Up the majestic spiral staircase, dubbed “An Ascent to Knowledge” by its designer and past more study areas stand the stacks—five window-lined floors of shelves dotted with private workspaces where generations of students have spent untold hours at work.

Considered a "living library" by its designer Richard J. Neutra, Swirbul Library has undergone dramatic renovations while remaining intergenerational.

Students in Swirbul Library gather at rows of group study tables, snacking and chatting as they finish papers or quiz one another with flashcards. Others huddle in collaboration studios where they use dry-erase walls and large digital screens to brainstorm ideas. Some seek peace in study lounges or watch 3-D printers whir to life in the 3-D printing studio.

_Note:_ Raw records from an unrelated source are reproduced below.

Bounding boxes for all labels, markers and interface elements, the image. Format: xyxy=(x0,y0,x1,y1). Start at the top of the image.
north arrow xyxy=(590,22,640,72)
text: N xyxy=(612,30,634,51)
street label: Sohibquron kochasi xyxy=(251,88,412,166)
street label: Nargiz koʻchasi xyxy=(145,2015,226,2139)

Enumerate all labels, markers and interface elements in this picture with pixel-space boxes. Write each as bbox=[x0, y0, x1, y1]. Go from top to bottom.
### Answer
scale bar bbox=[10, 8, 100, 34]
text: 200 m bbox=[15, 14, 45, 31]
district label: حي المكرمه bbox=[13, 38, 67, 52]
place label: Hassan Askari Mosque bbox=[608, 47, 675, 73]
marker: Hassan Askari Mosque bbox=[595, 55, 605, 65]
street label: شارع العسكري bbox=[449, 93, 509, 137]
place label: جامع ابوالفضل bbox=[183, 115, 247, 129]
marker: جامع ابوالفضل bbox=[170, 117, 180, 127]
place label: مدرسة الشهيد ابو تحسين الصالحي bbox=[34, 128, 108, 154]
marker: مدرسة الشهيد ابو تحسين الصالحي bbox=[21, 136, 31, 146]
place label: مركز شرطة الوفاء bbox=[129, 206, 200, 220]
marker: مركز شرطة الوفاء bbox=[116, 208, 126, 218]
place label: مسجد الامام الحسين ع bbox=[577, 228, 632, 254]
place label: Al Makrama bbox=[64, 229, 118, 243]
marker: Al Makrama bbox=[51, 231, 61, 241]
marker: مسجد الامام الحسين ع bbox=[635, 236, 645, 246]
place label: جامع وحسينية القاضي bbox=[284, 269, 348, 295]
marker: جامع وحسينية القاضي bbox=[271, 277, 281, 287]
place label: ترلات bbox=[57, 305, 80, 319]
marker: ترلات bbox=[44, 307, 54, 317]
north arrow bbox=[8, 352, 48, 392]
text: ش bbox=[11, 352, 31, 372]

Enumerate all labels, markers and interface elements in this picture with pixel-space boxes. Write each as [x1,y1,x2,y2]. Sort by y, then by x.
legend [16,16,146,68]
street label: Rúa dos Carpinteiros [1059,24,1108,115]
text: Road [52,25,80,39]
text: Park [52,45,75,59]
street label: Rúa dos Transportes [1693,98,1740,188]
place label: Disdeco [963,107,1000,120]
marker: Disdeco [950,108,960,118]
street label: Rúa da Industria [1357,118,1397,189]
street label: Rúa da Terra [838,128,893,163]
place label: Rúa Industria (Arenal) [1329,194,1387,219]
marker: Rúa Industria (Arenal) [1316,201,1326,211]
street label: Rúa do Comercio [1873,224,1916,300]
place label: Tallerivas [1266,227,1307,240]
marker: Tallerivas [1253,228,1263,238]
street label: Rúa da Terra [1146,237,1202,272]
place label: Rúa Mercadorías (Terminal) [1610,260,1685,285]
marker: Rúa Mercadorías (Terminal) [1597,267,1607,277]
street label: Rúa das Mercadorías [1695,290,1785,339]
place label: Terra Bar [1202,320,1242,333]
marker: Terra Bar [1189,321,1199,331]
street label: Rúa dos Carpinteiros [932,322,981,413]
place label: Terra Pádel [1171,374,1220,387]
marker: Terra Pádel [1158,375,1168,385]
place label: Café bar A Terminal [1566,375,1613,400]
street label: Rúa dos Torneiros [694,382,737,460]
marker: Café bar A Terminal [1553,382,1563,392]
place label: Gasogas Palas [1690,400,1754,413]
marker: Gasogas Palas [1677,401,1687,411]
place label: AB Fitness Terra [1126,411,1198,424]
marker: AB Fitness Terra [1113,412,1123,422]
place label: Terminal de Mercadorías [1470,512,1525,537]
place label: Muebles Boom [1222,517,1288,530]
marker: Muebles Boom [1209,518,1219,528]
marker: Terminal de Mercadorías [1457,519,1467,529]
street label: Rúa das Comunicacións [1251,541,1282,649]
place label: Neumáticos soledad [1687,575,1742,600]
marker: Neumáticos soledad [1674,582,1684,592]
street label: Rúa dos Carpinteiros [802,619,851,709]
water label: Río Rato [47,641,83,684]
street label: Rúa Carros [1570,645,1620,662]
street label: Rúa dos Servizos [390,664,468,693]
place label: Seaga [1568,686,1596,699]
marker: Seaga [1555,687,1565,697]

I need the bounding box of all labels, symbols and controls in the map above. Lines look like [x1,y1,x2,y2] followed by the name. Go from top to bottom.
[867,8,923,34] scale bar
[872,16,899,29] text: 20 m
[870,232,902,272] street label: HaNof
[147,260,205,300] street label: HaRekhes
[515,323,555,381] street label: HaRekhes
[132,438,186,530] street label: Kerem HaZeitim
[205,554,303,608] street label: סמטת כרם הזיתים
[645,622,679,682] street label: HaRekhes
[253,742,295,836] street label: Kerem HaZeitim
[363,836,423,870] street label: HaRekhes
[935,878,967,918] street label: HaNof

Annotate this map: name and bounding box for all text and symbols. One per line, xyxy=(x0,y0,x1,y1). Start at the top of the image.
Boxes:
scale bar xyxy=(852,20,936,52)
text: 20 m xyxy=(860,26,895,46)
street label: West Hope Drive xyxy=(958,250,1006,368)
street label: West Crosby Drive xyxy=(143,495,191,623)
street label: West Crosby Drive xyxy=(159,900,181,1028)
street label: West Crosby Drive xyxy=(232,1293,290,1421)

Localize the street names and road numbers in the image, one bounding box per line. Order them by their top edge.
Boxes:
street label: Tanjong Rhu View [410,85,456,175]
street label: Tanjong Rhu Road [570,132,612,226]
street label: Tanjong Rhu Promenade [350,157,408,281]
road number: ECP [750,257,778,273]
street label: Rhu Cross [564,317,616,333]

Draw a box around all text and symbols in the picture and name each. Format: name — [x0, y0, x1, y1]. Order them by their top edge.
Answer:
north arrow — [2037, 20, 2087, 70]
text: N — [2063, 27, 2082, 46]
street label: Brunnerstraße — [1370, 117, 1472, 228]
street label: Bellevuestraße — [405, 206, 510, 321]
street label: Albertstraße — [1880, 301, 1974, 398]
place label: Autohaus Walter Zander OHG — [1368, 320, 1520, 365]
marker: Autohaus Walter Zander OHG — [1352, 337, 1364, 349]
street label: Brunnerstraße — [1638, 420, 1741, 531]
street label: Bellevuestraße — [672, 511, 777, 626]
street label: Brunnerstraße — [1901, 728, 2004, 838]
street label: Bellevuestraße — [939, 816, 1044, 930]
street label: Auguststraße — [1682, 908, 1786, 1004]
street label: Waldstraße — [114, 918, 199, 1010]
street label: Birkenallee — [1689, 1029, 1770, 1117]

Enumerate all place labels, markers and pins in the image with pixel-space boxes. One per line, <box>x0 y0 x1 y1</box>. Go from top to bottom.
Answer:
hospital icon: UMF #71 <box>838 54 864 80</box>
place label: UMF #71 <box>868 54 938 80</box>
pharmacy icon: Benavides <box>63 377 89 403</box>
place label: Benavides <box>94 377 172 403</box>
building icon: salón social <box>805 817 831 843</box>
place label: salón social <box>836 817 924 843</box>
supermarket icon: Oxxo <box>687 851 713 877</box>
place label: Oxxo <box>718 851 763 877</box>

Richard J. Neutra, the architect of Swirbul Library, envisioned a “living library”—an active, innovative space to replace the cramped holdings in Levermore Hall that could be adapted to meet future students’ needs. Since Swirbul opened in 1963, it has upheld this vision while remaining both peaceful and practical.

A 1982 renovation brought computer networking to the library, allowing students to instantly view collections from Swirbul and several other academic libraries. “Conducting research was a lot more tactile 20 years ago than it is now,” said Anna Konstantatos ’97, adjunct professor of anthropology at Adelphi. “We had to photocopy journal articles and use microfilm to read old newspaper articles. I spent a small fortune on photocopies.”

Over the years, Swirbul has grown ever more social. “When you’re as busy as I am, you need the support of your friends to give you extra motivation,” said Amanda Irace ’17. “Knowing they are just as busy is comforting.”

While Swirbul has changed dramatically, its appeal remains intergenerational. Robert Moldwin ’80, M.D., returned to write a book at his same study spot 20 years after graduating. “Perhaps fed by some nostalgia, I thought that it would be terrific to go back to that same area of the library and get some ideas flowing,” he said. “It worked incredibly well.”